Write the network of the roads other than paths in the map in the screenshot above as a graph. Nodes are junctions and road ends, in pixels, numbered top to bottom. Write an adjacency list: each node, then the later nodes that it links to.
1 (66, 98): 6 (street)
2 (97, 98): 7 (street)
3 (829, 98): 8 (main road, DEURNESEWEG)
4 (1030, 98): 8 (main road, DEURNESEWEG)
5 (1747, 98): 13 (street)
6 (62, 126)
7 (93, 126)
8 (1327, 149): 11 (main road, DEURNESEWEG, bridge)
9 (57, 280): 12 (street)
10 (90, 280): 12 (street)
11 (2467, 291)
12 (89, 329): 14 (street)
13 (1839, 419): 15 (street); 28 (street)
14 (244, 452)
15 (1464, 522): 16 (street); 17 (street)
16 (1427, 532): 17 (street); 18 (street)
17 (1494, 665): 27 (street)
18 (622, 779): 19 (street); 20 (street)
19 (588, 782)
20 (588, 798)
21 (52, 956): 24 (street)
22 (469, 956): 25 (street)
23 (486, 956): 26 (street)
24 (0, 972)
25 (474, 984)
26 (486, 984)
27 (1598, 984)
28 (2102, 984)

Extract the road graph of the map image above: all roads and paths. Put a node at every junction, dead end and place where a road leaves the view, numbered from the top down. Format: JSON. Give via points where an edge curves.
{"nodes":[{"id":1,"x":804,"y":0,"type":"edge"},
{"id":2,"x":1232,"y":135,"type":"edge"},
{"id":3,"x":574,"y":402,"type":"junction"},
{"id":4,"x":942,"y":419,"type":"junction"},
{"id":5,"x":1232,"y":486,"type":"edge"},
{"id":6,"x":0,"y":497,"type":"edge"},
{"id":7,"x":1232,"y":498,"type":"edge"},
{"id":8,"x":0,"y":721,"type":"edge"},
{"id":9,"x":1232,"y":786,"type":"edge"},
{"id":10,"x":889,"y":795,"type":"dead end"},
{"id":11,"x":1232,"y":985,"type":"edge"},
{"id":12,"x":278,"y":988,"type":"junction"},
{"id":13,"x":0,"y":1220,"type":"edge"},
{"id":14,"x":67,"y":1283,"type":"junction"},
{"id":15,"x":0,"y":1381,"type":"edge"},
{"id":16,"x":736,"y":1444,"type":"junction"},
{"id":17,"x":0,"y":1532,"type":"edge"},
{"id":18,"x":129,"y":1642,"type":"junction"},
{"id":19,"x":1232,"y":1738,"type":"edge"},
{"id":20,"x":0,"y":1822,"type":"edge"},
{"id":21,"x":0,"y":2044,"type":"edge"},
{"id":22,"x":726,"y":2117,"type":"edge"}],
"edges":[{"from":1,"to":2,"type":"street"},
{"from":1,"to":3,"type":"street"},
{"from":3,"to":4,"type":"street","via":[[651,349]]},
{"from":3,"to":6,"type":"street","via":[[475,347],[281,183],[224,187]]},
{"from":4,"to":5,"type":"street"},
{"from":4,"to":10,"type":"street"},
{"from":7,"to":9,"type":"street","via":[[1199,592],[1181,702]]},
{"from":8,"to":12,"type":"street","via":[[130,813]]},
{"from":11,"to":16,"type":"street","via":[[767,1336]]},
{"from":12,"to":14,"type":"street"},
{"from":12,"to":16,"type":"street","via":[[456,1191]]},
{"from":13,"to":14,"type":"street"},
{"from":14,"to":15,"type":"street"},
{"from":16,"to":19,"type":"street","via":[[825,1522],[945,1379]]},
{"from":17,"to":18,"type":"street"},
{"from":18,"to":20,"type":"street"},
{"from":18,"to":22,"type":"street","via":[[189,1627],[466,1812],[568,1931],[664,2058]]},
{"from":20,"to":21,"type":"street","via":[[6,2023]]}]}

**REQUIRED ACTION:**
Would you mind copying all of the records exactly?

**RESPONSE TO THE TASK:**
Write the network of the roads other than paths in the map in the screenshot above as a graph. Nodes are junctions and road ends, in pixels, numbered top to bottom. Write an adjacency list: each node, then the later nodes that it links to.
1 (66, 98): 6 (street)
2 (97, 98): 7 (street)
3 (829, 98): 8 (main road, DEURNESEWEG)
4 (1030, 98): 8 (main road, DEURNESEWEG)
5 (1747, 98): 13 (street)
6 (62, 126)
7 (93, 126)
8 (1327, 149): 11 (main road, DEURNESEWEG, bridge)
9 (57, 280): 12 (street)
10 (90, 280): 12 (street)
11 (2467, 291)
12 (89, 329): 14 (street)
13 (1839, 419): 15 (street); 28 (street)
14 (244, 452)
15 (1464, 522): 16 (street); 17 (street)
16 (1427, 532): 17 (street); 18 (street)
17 (1494, 665): 27 (street)
18 (622, 779): 19 (street); 20 (street)
19 (588, 782)
20 (588, 798)
21 (52, 956): 24 (street)
22 (469, 956): 25 (street)
23 (486, 956): 26 (street)
24 (0, 972)
25 (474, 984)
26 (486, 984)
27 (1598, 984)
28 (2102, 984)

Extract the road graph of the map image above: all roads and paths. Put a node at every junction, dead end and place where a road leaves the view, numbered from the top down. Format: JSON. Give via points where an edge curves.
{"nodes":[{"id":1,"x":804,"y":0,"type":"edge"},
{"id":2,"x":1232,"y":135,"type":"edge"},
{"id":3,"x":574,"y":402,"type":"junction"},
{"id":4,"x":942,"y":419,"type":"junction"},
{"id":5,"x":1232,"y":486,"type":"edge"},
{"id":6,"x":0,"y":497,"type":"edge"},
{"id":7,"x":1232,"y":498,"type":"edge"},
{"id":8,"x":0,"y":721,"type":"edge"},
{"id":9,"x":1232,"y":786,"type":"edge"},
{"id":10,"x":889,"y":795,"type":"dead end"},
{"id":11,"x":1232,"y":985,"type":"edge"},
{"id":12,"x":278,"y":988,"type":"junction"},
{"id":13,"x":0,"y":1220,"type":"edge"},
{"id":14,"x":67,"y":1283,"type":"junction"},
{"id":15,"x":0,"y":1381,"type":"edge"},
{"id":16,"x":736,"y":1444,"type":"junction"},
{"id":17,"x":0,"y":1532,"type":"edge"},
{"id":18,"x":129,"y":1642,"type":"junction"},
{"id":19,"x":1232,"y":1738,"type":"edge"},
{"id":20,"x":0,"y":1822,"type":"edge"},
{"id":21,"x":0,"y":2044,"type":"edge"},
{"id":22,"x":726,"y":2117,"type":"edge"}],
"edges":[{"from":1,"to":2,"type":"street"},
{"from":1,"to":3,"type":"street"},
{"from":3,"to":4,"type":"street","via":[[651,349]]},
{"from":3,"to":6,"type":"street","via":[[475,347],[281,183],[224,187]]},
{"from":4,"to":5,"type":"street"},
{"from":4,"to":10,"type":"street"},
{"from":7,"to":9,"type":"street","via":[[1199,592],[1181,702]]},
{"from":8,"to":12,"type":"street","via":[[130,813]]},
{"from":11,"to":16,"type":"street","via":[[767,1336]]},
{"from":12,"to":14,"type":"street"},
{"from":12,"to":16,"type":"street","via":[[456,1191]]},
{"from":13,"to":14,"type":"street"},
{"from":14,"to":15,"type":"street"},
{"from":16,"to":19,"type":"street","via":[[825,1522],[945,1379]]},
{"from":17,"to":18,"type":"street"},
{"from":18,"to":20,"type":"street"},
{"from":18,"to":22,"type":"street","via":[[189,1627],[466,1812],[568,1931],[664,2058]]},
{"from":20,"to":21,"type":"street","via":[[6,2023]]}]}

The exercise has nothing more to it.